Are You Living Internally or Externally? Why It Matters More Than You Think...#84
Let Your Inner Compass Lead the Way
You’re standing at a crossroads in your life. One path is safe and predictable - the one your parents, friends, or society applaud. The other feels uncertain, risky, even a little scary - but it’s yours. It makes your heart race, not because it’s easy, but because it feels deeply right.
Which do you choose?
Most people pick the first. They spend years chasing titles, approval, and social validation, only to wake up one day asking themselves, How did I end up living a life I don’t even recognize?
The truth is, when you let the world’s expectations shape your decisions, you eventually lose touch with who you really are. And in a time when social media amplifies every opinion, the pressure to conform has never been louder.
The Trap of External Validation
Think about the last time you made a decision based on what you thought others expected of you. Maybe you:
Stayed in a high-paying job you didn’t love because it looked impressive on LinkedIn.
Avoided starting a creative project because someone called it “unrealistic.”
Scrolled through Instagram, feeling like everyone else had life figured out except you.
That’s the trap of being externally oriented - when your self-worth hinges on how others perceive you. You start living on autopilot, allowing other people’s opinions to steer your choices.
And here’s the truth: If you don’t define yourself, the world will do it for you - and the version it writes won’t feel like your own.
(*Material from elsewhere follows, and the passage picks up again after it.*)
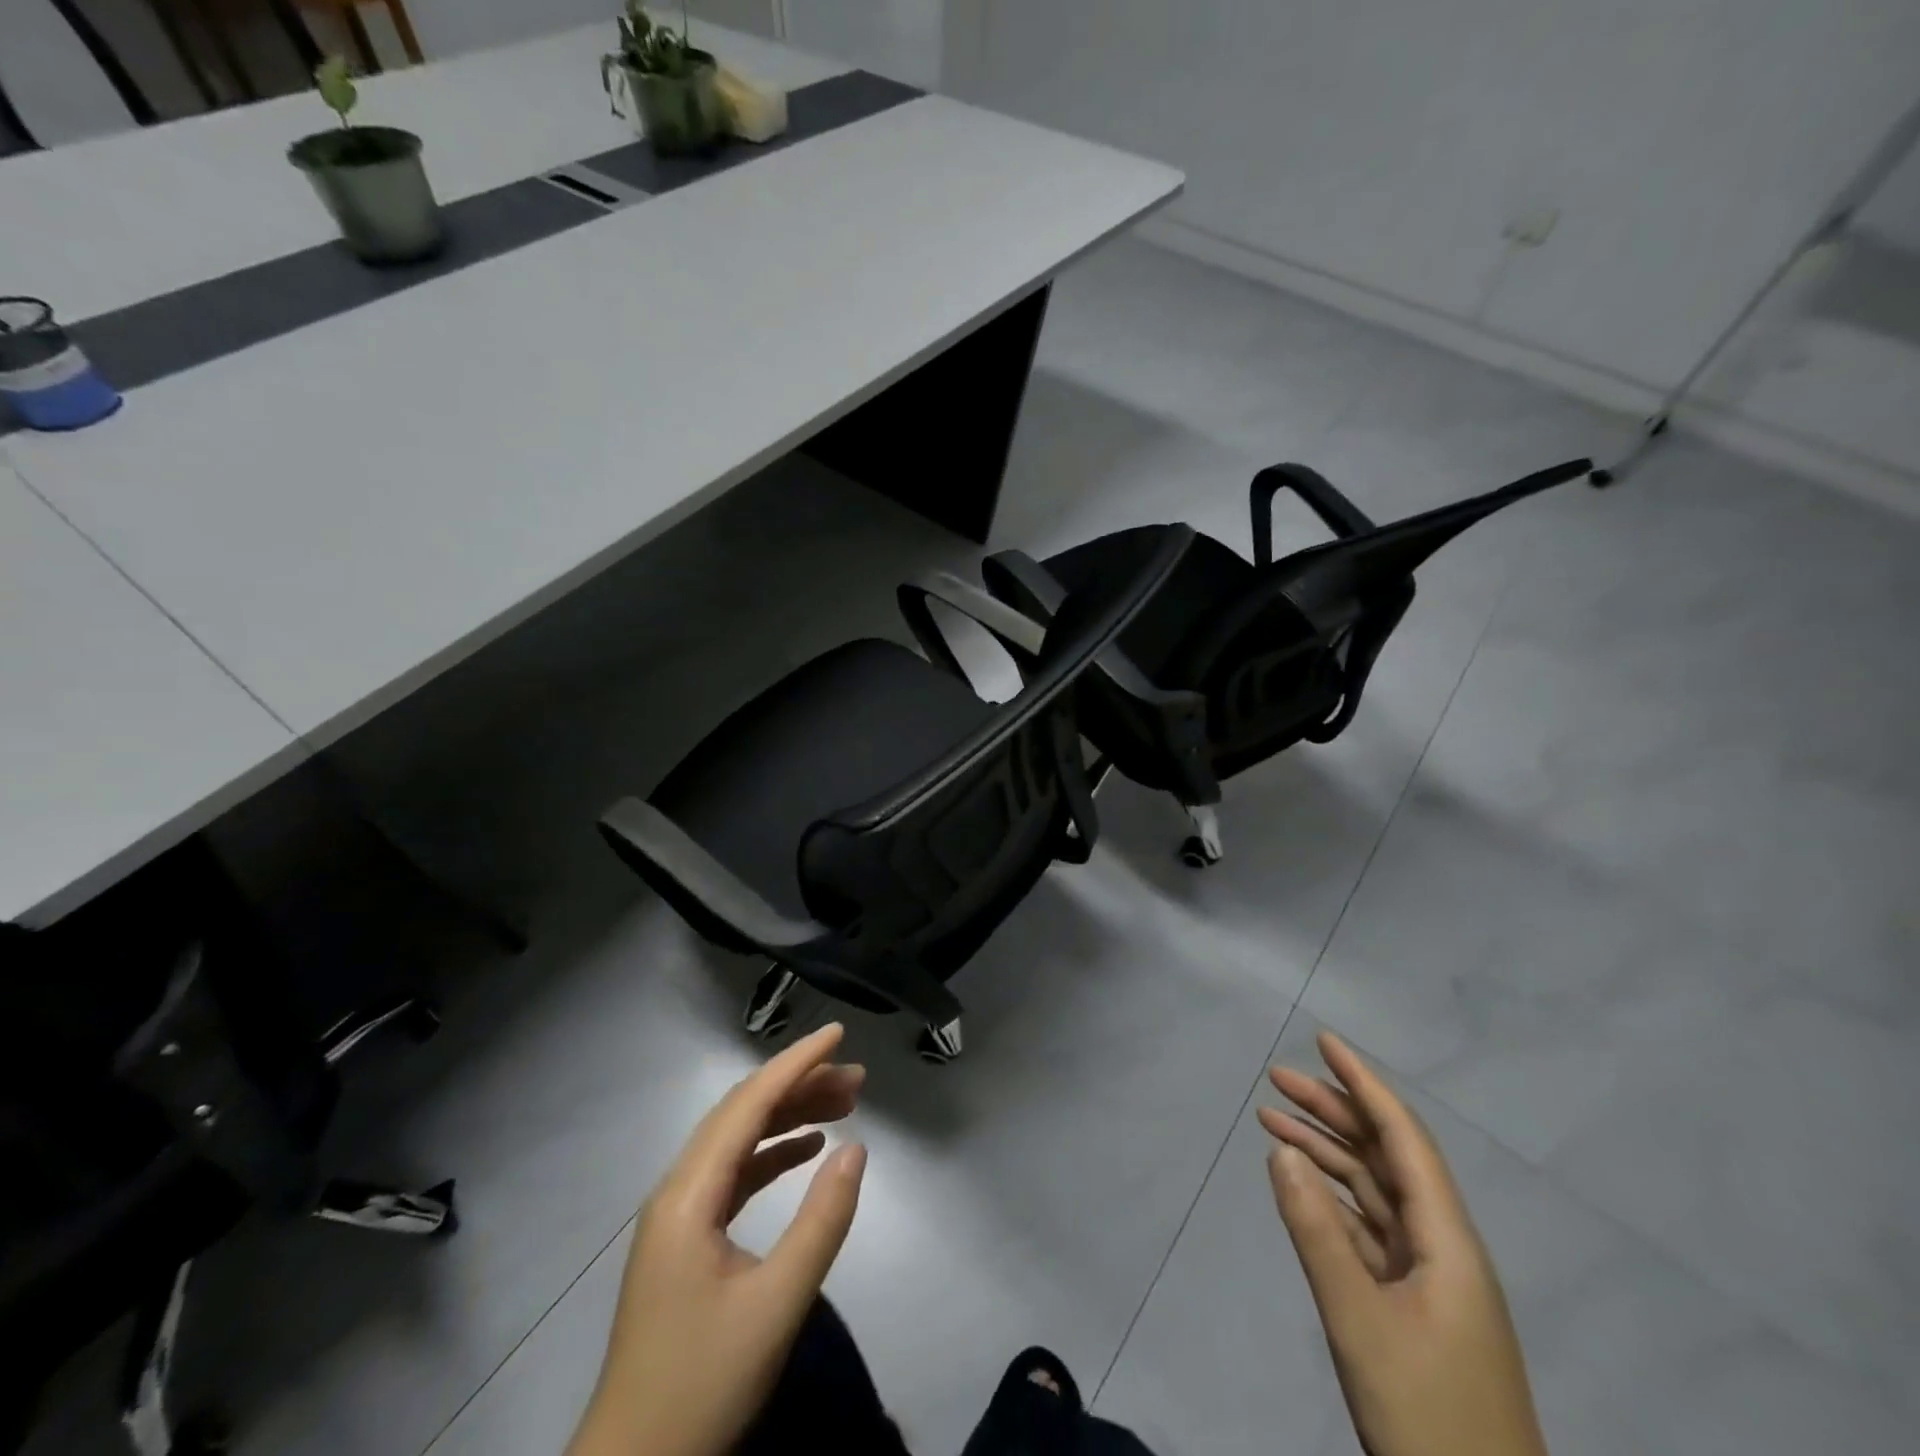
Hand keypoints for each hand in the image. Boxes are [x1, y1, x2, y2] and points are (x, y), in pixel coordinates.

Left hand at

The Strength of Internal Orientation
But imagine taking back control. Imagine asking not, What will they think?, but What do I truly want?
This is the power of being internally oriented. It doesn’t mean ignoring feedback or living in isolation. It means rooting your confidence in your own values, not the fleeting approval of others.
Consider Serena Williams, one of the most successful athletes of all time. Throughout her career, she faced relentless criticism about her body, her personality, and her choices. But she never let public noise rewrite her story. She stayed focused on her standards, her growth, and her journey. She retired when she decided, not when the world told her to stop.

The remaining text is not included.